Un titre proposé également à Steve Cropper, le légendaire guitariste et producteur de Stax, partenaire d’écriture d’Otis Redding. Il n’est pas surprenant que Stax publie une reprise longue par Otis dès l’année suivante. C’est dire si O. V. n’est pas déjà dans l’ombre des plus ambitieux…
Goldwax subit alors les déboire de Vee-Jay, qui le distribue. Un changement de label s’impose alors.
Dès 1965, Willie Mitchell le produit pour le label Back Beat : cette aventure se conclut par le goûteux Eight Men and Four Women, album paru en 1967. O. V. Wright soutenait que Willie Mitchell prenait soin de lui parce qu’il le connaissait depuis son enfance.
Malheureusement, la direction artistique subira les conséquences d’un rachat de BackBeat par le conglomérat angeleno ABC/Dunhill au début des années 1970, qui après scission devient ABC.
Les années Hi
Willie Mitchell, le talentueux producteur à qui l’on doit les opus légendaires des deux fleurons de Hi, à savoir Al Green et Ann Peebles, prend O. V. sous son aile de producteur et le signe sous Hi Records en 1976. Mais l’ère est aux succès disco, et les productions de Mitchell s’en accomodent. Ce ne sont pas ces rythmes trop excités qui sont les plus seyants à la voix gospel d’O. V., habituée aux tempos lents ou moyens.
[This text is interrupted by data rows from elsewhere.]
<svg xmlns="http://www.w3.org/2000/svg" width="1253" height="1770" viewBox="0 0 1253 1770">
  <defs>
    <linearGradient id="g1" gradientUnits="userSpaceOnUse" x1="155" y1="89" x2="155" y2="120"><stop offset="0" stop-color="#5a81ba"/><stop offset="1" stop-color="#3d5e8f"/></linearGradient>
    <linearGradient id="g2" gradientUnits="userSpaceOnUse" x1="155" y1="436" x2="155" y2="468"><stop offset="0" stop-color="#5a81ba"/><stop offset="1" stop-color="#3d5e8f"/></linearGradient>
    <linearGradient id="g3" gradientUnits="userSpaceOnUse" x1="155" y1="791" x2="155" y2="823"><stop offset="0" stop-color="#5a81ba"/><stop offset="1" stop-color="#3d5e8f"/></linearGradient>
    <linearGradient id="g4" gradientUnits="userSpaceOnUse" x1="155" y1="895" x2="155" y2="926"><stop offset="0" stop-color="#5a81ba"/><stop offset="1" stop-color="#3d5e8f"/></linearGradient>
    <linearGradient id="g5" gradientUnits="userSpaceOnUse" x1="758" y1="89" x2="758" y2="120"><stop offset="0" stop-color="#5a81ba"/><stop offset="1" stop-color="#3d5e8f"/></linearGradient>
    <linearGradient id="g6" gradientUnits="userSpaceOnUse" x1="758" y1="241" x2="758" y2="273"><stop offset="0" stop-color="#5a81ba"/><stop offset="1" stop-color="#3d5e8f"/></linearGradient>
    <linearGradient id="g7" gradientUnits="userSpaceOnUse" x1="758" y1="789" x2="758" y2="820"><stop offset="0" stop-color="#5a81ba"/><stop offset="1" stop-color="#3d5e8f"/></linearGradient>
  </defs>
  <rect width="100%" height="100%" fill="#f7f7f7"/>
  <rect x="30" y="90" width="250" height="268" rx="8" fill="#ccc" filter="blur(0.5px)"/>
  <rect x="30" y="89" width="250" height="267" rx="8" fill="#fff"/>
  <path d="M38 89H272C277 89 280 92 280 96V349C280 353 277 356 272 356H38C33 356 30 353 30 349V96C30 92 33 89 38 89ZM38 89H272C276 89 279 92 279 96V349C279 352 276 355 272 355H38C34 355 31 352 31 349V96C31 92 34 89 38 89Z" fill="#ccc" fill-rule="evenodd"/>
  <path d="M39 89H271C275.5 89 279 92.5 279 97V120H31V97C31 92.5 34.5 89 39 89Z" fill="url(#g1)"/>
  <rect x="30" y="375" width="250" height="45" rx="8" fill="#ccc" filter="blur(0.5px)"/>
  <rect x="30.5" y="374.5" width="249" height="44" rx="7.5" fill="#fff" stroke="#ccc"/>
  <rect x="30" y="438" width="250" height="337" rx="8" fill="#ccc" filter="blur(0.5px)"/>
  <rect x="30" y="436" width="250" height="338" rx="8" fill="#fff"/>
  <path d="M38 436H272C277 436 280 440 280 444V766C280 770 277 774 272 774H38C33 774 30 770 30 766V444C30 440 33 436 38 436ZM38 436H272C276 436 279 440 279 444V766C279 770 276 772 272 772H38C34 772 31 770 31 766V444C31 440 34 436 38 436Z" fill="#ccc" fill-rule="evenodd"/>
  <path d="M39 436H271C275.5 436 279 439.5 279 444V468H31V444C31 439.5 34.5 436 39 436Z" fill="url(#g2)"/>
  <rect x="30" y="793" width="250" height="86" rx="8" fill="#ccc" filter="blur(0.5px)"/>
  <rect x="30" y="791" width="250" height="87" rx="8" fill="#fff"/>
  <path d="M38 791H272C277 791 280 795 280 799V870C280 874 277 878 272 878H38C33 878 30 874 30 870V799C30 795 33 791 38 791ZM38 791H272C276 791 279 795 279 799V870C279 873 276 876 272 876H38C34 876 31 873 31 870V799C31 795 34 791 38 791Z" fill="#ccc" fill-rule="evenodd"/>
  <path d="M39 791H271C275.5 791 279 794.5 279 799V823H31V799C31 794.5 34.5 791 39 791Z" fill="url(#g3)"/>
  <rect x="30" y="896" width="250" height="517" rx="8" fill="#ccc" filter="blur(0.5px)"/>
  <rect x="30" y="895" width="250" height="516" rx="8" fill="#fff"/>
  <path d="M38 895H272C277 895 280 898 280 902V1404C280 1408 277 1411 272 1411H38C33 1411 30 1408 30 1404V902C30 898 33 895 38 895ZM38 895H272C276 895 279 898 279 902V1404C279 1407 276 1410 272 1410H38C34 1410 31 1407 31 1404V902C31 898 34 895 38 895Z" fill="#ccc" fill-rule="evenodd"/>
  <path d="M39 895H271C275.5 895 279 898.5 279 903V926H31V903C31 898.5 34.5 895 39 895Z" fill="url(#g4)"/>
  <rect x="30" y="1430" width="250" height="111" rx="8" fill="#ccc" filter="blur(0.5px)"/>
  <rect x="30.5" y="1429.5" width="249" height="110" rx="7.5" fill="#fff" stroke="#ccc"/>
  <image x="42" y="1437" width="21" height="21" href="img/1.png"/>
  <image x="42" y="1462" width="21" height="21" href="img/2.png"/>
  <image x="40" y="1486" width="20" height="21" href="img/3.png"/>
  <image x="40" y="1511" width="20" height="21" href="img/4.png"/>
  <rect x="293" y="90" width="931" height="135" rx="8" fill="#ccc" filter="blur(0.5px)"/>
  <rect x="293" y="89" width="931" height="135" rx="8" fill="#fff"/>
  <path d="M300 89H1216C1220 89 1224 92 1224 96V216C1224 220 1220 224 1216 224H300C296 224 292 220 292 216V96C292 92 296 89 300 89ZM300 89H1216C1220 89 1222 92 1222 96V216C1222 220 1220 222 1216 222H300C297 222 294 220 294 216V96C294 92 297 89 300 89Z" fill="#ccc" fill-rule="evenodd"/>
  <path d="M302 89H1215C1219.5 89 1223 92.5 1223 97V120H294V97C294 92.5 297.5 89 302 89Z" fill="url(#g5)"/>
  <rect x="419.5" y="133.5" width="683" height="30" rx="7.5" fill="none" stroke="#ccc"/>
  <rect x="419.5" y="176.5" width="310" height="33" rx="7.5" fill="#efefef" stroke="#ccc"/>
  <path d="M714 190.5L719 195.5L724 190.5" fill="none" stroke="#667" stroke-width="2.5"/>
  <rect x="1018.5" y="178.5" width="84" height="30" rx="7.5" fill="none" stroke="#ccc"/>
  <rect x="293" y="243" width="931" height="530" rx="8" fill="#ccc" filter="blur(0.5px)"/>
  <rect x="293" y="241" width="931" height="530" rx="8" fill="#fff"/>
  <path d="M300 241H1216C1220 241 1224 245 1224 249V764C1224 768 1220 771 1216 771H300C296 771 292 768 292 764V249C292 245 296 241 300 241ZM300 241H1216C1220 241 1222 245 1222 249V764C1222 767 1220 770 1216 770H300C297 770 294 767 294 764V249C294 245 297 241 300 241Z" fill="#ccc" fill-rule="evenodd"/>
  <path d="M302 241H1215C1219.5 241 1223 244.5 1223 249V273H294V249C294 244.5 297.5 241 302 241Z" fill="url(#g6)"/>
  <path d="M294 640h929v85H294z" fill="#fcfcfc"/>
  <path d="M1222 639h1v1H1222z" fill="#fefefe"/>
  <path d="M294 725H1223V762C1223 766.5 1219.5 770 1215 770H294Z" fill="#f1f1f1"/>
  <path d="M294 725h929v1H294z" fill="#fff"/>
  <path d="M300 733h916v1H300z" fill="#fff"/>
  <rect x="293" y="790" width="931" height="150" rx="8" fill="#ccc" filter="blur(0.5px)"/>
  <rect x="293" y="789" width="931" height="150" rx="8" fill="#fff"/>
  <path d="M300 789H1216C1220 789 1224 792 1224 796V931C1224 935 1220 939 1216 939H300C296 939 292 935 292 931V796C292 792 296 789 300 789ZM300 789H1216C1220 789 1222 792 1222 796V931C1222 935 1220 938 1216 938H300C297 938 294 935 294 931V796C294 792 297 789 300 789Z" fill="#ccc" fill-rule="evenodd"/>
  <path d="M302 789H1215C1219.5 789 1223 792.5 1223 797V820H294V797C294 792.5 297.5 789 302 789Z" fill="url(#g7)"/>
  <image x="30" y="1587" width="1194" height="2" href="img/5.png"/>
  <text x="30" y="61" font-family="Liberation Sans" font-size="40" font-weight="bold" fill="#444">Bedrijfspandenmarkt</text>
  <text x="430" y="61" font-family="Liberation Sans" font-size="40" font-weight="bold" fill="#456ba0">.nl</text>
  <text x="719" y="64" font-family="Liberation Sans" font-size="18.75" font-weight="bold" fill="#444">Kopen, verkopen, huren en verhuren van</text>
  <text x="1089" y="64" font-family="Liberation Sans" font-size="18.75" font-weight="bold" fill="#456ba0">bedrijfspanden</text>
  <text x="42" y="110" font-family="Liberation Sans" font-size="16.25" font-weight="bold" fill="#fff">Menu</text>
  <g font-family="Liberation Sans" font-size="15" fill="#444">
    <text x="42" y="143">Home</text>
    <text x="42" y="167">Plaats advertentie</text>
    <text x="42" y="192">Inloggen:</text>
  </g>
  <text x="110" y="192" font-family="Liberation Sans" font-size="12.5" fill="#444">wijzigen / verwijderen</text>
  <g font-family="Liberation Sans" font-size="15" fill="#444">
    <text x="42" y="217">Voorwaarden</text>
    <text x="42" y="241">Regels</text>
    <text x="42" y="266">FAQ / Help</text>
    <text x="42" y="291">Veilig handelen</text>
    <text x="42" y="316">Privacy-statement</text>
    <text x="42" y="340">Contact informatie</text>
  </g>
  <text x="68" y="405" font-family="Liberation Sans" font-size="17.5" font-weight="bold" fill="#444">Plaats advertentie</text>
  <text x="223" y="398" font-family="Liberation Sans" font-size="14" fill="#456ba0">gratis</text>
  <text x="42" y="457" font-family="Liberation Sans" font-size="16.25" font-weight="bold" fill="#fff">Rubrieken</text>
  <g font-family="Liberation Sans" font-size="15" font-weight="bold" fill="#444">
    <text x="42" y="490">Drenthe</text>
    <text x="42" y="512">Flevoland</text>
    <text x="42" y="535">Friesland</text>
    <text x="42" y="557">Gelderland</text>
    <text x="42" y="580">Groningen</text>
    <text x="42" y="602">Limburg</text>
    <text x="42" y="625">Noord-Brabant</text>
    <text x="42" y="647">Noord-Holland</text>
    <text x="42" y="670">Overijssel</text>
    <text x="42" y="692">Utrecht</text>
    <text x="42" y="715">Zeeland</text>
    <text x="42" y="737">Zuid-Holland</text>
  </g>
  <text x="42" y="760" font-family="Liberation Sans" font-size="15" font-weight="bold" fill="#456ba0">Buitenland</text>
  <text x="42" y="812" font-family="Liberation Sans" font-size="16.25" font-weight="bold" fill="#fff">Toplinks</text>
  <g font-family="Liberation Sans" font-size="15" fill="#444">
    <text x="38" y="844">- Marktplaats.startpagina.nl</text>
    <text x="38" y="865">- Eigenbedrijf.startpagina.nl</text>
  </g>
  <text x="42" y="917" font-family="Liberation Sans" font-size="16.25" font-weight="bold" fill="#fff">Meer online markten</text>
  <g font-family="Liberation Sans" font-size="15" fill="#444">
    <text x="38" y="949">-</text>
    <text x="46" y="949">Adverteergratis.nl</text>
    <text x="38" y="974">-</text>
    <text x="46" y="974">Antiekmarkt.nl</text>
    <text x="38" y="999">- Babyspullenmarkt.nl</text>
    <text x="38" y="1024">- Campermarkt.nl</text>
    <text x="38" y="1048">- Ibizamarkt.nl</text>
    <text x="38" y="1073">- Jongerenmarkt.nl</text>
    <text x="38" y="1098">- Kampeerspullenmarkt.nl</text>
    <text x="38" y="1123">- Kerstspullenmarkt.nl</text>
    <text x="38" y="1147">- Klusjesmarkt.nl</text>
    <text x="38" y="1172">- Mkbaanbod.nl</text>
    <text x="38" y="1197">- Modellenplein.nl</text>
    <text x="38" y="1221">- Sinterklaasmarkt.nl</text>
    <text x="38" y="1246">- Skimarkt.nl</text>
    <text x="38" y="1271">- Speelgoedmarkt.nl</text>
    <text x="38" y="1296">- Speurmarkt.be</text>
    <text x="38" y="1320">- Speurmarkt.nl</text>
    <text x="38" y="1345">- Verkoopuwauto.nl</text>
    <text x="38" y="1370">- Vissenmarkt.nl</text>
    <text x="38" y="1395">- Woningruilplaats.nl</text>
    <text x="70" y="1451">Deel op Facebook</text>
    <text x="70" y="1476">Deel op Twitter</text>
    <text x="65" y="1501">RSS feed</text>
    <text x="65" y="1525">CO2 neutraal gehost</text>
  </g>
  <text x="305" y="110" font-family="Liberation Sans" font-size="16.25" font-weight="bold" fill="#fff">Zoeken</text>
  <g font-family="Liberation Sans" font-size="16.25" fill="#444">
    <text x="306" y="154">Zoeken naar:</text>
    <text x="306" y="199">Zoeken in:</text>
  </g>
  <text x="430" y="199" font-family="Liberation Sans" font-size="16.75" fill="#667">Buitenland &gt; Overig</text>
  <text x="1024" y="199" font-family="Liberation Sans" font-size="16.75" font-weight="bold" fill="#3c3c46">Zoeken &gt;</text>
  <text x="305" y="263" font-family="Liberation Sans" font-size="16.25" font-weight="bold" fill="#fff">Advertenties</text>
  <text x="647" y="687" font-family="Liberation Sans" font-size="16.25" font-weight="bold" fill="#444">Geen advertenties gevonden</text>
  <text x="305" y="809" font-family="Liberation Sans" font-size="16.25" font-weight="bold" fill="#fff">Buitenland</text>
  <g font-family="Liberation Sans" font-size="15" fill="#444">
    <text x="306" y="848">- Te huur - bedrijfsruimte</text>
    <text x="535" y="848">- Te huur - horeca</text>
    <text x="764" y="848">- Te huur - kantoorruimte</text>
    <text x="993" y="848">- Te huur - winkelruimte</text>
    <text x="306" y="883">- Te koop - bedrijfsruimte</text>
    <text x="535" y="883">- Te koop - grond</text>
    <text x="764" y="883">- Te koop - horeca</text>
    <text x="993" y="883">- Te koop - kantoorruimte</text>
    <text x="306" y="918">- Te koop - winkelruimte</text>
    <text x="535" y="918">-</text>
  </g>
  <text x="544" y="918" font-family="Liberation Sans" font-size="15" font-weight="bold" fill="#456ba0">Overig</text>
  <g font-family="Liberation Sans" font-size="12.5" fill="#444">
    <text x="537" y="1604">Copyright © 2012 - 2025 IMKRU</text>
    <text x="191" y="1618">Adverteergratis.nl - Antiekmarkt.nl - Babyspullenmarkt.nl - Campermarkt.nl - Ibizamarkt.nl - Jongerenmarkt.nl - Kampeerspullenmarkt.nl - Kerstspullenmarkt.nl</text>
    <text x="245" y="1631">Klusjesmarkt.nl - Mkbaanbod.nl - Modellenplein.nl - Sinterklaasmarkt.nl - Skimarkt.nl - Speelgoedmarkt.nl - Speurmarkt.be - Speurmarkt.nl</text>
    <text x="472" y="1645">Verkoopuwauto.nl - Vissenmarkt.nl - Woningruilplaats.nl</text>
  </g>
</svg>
Dans l’année qui suit, O.V. s’enfonce un peu plus dans l’héroïne et l’alcool. Vers 1978, il écope d’une peine de prison pour détention de stupéfiants.
Cela ne l’empêche pas de s’aventurer pour une ultime tournée au Japon en 1979, dont témoignent de rares images vidéo (actuellement visibles sur YouTube).
Spectacle captivant et désolant à la fois. Captivant et fascinant par la magie vocale d’Overton Vertis, qui malgré des faiblesses remarquables conserve son style et son énergie vocale. Désolant, comme pour tout artiste légendaire que l’on découvre brutalement en mauvaise posture : corps rachitique, silhouette spectrale, chant par trop chuinté par une bouche dont on devine que les dents viennent à manquer. O. V. égrène ses succès, mais il passe aussi par une reprise de When a Man Loves a Woman, que sa voix peine à mettre en surbrillance. Le pantelant Into Something (Can’t Shake Loose) révèle que son rythme vocal n’est fait ni pour le chaloupé, ni pour les galops disco, même si l’affaire tient debout.
A l’issue d’une énième tournée éreintante, O. V. s’effondre, malade, le 16 novembre 1980, à Mobile (Alabama).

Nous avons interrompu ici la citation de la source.